→ Data in this exercise:
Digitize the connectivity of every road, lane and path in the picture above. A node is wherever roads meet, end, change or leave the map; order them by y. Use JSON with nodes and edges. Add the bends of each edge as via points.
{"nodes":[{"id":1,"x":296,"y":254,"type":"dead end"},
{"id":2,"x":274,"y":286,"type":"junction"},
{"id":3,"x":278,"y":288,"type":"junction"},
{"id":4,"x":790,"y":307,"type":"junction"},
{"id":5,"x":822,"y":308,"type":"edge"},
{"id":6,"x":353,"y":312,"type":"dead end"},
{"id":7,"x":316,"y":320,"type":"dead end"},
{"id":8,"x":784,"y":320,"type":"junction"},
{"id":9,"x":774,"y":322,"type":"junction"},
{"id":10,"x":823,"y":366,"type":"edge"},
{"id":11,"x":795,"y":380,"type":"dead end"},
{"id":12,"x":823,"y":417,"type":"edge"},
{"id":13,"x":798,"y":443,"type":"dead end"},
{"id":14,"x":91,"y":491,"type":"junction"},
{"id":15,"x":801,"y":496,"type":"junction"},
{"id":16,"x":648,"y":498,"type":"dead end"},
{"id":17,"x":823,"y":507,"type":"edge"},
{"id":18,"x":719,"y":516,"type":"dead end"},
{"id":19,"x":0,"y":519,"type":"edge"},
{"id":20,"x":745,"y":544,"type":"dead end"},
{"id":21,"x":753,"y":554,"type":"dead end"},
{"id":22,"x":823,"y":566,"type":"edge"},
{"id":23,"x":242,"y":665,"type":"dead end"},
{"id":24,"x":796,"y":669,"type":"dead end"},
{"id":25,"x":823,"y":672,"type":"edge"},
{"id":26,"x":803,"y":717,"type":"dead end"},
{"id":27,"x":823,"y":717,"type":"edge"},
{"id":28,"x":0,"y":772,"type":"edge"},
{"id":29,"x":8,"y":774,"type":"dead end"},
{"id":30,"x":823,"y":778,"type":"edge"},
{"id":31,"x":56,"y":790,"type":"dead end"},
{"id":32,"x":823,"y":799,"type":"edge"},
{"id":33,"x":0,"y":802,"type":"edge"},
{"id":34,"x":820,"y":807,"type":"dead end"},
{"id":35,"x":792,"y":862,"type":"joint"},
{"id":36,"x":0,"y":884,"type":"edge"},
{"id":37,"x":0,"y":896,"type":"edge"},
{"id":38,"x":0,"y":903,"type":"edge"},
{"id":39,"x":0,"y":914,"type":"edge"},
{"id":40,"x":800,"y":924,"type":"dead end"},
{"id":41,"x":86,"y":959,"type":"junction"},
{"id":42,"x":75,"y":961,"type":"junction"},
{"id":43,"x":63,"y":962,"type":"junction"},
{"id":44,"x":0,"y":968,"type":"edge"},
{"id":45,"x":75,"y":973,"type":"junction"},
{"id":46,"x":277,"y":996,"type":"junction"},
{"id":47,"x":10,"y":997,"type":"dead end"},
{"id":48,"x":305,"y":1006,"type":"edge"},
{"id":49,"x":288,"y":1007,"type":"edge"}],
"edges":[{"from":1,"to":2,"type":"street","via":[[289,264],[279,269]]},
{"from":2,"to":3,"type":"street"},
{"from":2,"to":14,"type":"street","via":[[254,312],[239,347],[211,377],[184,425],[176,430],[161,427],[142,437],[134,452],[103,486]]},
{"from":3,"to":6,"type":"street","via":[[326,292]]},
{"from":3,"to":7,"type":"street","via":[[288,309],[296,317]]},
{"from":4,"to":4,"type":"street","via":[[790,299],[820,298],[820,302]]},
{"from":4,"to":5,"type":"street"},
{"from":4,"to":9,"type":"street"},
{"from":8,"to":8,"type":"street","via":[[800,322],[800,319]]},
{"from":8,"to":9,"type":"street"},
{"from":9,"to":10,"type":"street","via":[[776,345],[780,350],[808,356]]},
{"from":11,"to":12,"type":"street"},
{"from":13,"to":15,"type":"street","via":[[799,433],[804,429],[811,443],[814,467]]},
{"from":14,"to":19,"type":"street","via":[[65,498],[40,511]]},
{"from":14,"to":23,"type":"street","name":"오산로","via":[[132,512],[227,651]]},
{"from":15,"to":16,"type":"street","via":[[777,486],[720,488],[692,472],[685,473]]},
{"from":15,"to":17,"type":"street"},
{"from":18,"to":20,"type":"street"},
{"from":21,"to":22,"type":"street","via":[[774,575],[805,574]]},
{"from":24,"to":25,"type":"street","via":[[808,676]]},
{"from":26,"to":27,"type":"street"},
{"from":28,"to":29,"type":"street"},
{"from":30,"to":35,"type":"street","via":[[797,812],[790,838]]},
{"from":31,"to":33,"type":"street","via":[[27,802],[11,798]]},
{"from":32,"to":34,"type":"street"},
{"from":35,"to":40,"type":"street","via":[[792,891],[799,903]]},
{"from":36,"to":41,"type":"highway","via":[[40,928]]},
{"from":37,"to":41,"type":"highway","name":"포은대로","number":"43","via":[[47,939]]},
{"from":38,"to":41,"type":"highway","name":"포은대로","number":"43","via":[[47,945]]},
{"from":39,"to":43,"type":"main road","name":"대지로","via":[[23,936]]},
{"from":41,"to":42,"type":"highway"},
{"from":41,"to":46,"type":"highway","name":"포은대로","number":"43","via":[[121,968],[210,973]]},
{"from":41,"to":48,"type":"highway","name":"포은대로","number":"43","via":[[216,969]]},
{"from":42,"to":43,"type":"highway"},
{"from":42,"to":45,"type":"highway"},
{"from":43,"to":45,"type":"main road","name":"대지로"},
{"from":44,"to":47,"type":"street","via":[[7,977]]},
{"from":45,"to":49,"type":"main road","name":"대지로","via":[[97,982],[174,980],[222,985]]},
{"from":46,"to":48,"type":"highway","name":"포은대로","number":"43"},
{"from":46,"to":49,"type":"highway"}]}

→ Problem details:
Lines with the word "main": copy each one from the data above.

→ Solution to the exercise:
{"from":39,"to":43,"type":"main road","name":"대지로","via":[[23,936]]},
{"from":43,"to":45,"type":"main road","name":"대지로"},
{"from":45,"to":49,"type":"main road","name":"대지로","via":[[97,982],[174,980],[222,985]]},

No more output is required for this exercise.